Bela Bhela, also called Uttarpara, is a village in Rahi block of Rae Bareli district, Uttar Pradesh, India. It is located 9 km from Rae Bareli, the district headquarters, east of the road to Dalmau. It lies in a belt of stiff clay soil which is highly productive agriculturally and is interspersed with wetlands and patches of barren usar soil. Bela Bhela is a large village consisting of many hamlets. As of 2011, Bela Bhela has a total population of 16,623 people, in 3,004 households. It has one primary school and one medical clinic.

==History==
At the turn of the 20th century, Bela Bhela was described as a large village whose lands were well-cultivated and "amply" irrigated by several tanks and numerous wells. It had a school and hosted markets twice per week. Bela Bhela then formed the main village in the zamindari estate of Sardar Narain Singh, a descendant of the Punjabi nobleman Maharaja Chhattar Singh. It had previously been part of Rana Beni Madho Bakhsh's lands. The 1901 census recorded a population of 4,803 residents in Bela Bhela; almost all of them were Hindus and many of them belonged to the Ahir community.

The 1951 census recorded Bela Bhela as comprising 32 hamlets, with a total population of 5,429 people (2,774 male and 2,655 female), in 1,154 households and 1,148 physical houses. The area of the village was given as 5,453 acres. 213 residents were literate, 208 male and 5 female. The village was listed as belonging to the pargana of Rae Bareli South and the thana of Jagatpur. The village's primary school had an attendance of 182 students as of 1 January of that year.

The 1961 census recorded Bela Bhela (as "Bela Dhela") as comprising 32 hamlets, with a total population of 6,281 people (3,236 male and 3,045 female), in 1,344 households and 1,240 physical houses. The area of the village was given as 5,453 acres and it had a medical practitioner at that point.

The 1981 census recorded Bela Bhela as having a population of 9,003 people, in 1,170 households, and having an area of 2,154.61 hectares. The main staple foods were listed as wheat and rice.

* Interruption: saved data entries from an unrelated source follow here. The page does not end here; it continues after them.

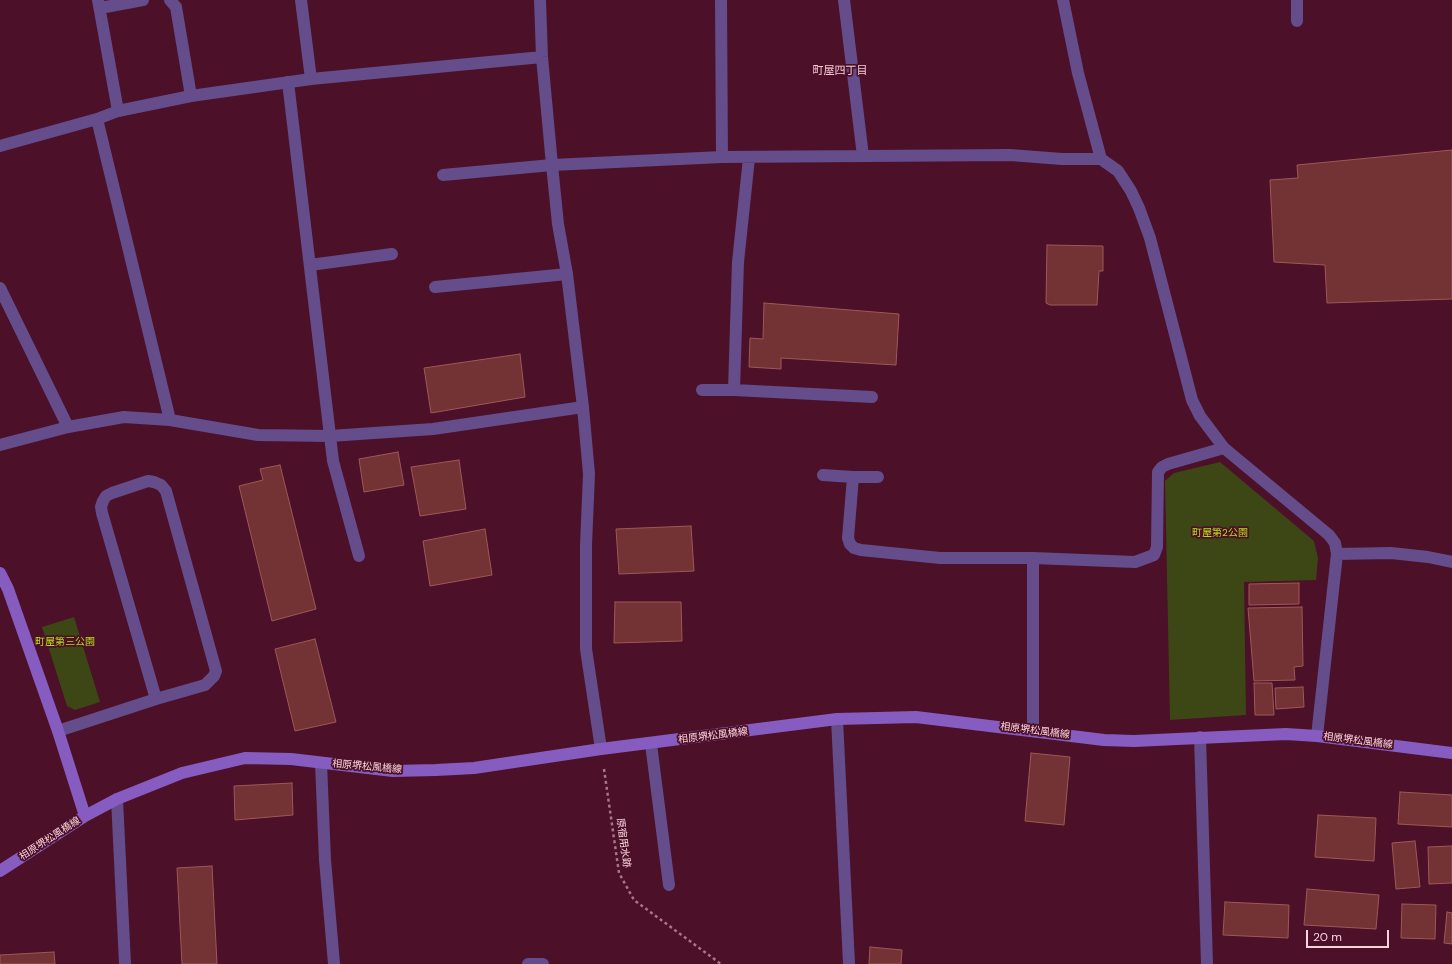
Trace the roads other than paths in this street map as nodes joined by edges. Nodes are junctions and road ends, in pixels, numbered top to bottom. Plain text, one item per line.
1 (143, 0) edge
2 (170, 0) edge
3 (301, 0) edge
4 (540, 0) edge
5 (721, 0) edge
6 (844, 0) edge
7 (1063, 0) edge
8 (1297, 0) edge
9 (99, 4) edge
10 (1297, 21) dead end
11 (542, 57) junction
12 (311, 79) junction
13 (288, 82) junction
14 (191, 96) junction
15 (118, 111) junction
16 (97, 119) junction
17 (0, 146) edge
18 (863, 156) junction
19 (722, 157) junction
20 (749, 158) junction
21 (1101, 159) junction
22 (552, 165) junction
23 (443, 174) dead end
24 (392, 254) dead end
25 (310, 265) junction
26 (567, 274) junction
27 (435, 287) dead end
28 (0, 288) edge
29 (702, 390) dead end
30 (734, 390) junction
31 (872, 397) dead end
32 (583, 407) junction
33 (170, 420) junction
34 (68, 427) junction
35 (330, 436) junction
36 (0, 445) edge
37 (1224, 448) junction
38 (823, 475) dead end
39 (853, 477) junction
40 (878, 477) dead end
41 (1336, 554) junction
42 (359, 556) dead end
43 (1033, 558) junction
44 (1452, 562) edge
45 (0, 573) edge
46 (156, 699) junction
47 (837, 719) junction
48 (58, 731) junction
49 (1033, 731) junction
50 (1317, 736) junction
51 (1200, 737) junction
52 (652, 744) junction
53 (601, 750) junction
54 (1452, 753) edge
55 (321, 763) junction
56 (117, 799) junction
57 (85, 816) junction
58 (0, 871) edge
59 (669, 885) dead end
60 (125, 964) edge
61 (334, 964) edge
62 (528, 964) edge
63 (543, 964) edge
64 (849, 964) edge
65 (1207, 964) edge

1 - 9 street
2 - 14 street
3 - 12 street
4 - 11 street
5 - 19 street
6 - 18 street
7 - 21 street
8 - 10 street
9 - 15 street
11 - 12 street
11 - 22 street
12 - 13 street
13 - 14 street
13 - 25 street
14 - 15 street
15 - 16 street
16 - 17 street
16 - 33 street
18 - 20 street
18 - 21 street
19 - 20 street
19 - 22 street
20 - 30 street
21 - 37 street
22 - 23 street
22 - 26 street
24 - 25 street
25 - 35 street
26 - 27 street
26 - 32 street
28 - 34 street
29 - 30 street
30 - 31 street
32 - 35 street
32 - 53 street
33 - 34 street
33 - 35 street
34 - 36 street
35 - 42 street
37 - 41 street
37 - 43 street
38 - 39 street
39 - 40 street
39 - 43 street
41 - 44 street
41 - 50 street
43 - 49 street
45 - 48 street
46 - 46 street
46 - 48 street
47 - 49 street, 相原堺松風橋線
47 - 52 street, 相原堺松風橋線
47 - 64 street
48 - 57 street
49 - 51 street, 相原堺松風橋線
50 - 51 street, 相原堺松風橋線
50 - 54 street, 相原堺松風橋線
51 - 65 street
52 - 53 street, 相原堺松風橋線
52 - 59 street
53 - 55 street, 相原堺松風橋線
55 - 56 street, 相原堺松風橋線
55 - 61 street
56 - 57 street, 相原堺松風橋線
56 - 60 street
57 - 58 street, 相原堺松風橋線
62 - 63 street

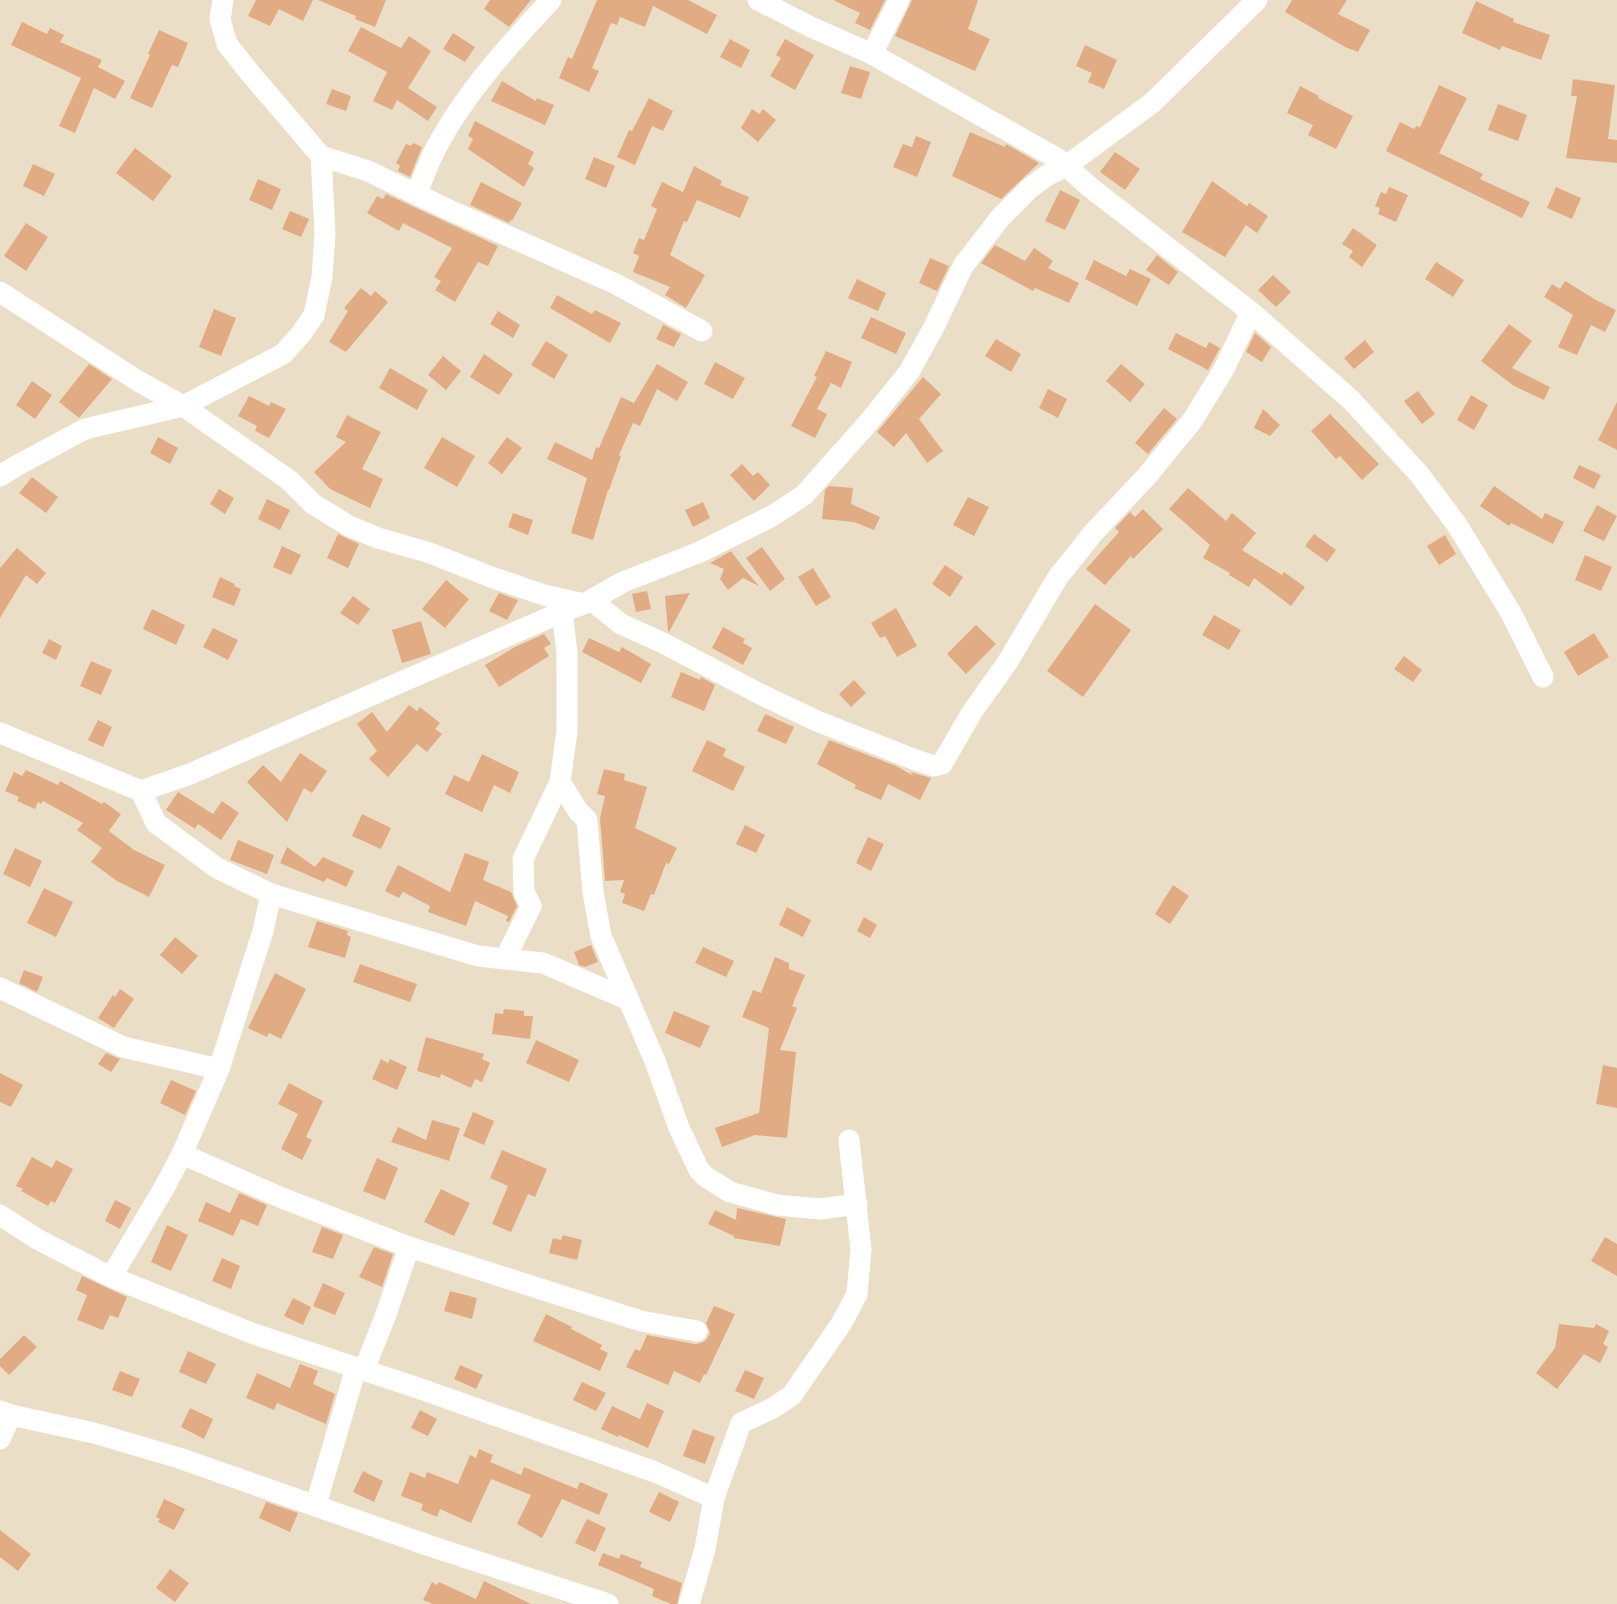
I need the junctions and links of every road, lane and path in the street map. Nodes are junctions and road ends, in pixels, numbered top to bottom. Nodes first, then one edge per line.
1 (223, 0) edge
2 (551, 0) edge
3 (758, 0) edge
4 (899, 0) edge
5 (1257, 0) edge
6 (872, 54) junction
7 (321, 156) junction
8 (1066, 166) junction
9 (417, 193) junction
10 (0, 292) edge
11 (1251, 312) junction
12 (702, 331) dead end
13 (183, 406) junction
14 (0, 476) edge
15 (587, 602) junction
16 (562, 612) junction
17 (1543, 677) dead end
18 (0, 733) edge
19 (560, 782) junction
20 (141, 791) junction
21 (271, 894) junction
22 (505, 959) junction
23 (0, 988) edge
24 (627, 999) junction
25 (219, 1069) junction
26 (849, 1140) dead end
27 (182, 1154) junction
28 (857, 1204) junction
29 (0, 1215) edge
30 (409, 1247) junction
31 (111, 1277) junction
32 (697, 1331) dead end
33 (360, 1369) junction
34 (6, 1413) edge
35 (0, 1439) edge
36 (714, 1498) junction
37 (316, 1504) junction
38 (608, 1604) edge
39 (689, 1604) edge

1 - 7 street
2 - 9 street
3 - 6 street
4 - 6 street
5 - 8 street
6 - 8 street
7 - 9 street
7 - 13 street
8 - 11 street
8 - 15 street
9 - 12 street
10 - 13 street
11 - 15 street
11 - 17 street
13 - 14 street
13 - 15 street
15 - 16 street
16 - 19 street
16 - 20 street
18 - 20 street
19 - 22 street
19 - 24 street
20 - 21 street
21 - 22 street
21 - 25 street
22 - 24 street
23 - 25 street
24 - 28 street
25 - 27 street
26 - 28 street
27 - 30 street
27 - 31 street
28 - 36 street
29 - 31 street
30 - 32 street
30 - 33 street
31 - 33 street
33 - 36 street
33 - 37 street
34 - 35 street
34 - 37 street
36 - 39 street
37 - 38 street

The 1991 census recorded Bela Bhela as having a total population of 11,334 people (5,970 male and 5,364 female), in 2,058 households and 2,044 physical houses. The area of the village was listed as 2,066 hectares. Members of the 0-6 age group numbered 2,306, or 20% of the total; this group was 50% male (1,162) and 50% female (1,144). Members of scheduled castes numbered 2,930, or 26% of the village's total population, while no members of scheduled tribes were recorded. The literacy rate of the village was 25% (2,203 men and 618 women). 3,969 people were classified as main workers (3,105 men and 864 women), while 580 people were classified as marginal workers (35 men and 545 women); the remaining 6,785 residents were non-workers. The breakdown of main workers by employment category was as follows: 2,768 cultivators (i.e. people who owned or leased their own land); 634 agricultural labourers (i.e. people who worked someone else's land in return for payment); 33 workers in livestock, forestry, fishing, hunting, plantations, orchards, etc.; 0 in mining and quarrying; 17 household industry workers; 139 workers employed in other manufacturing, processing, service, and repair roles; 30 construction workers; 99 employed in trade and commerce; 51 employed in transport, storage, and communications; and 198 in other services.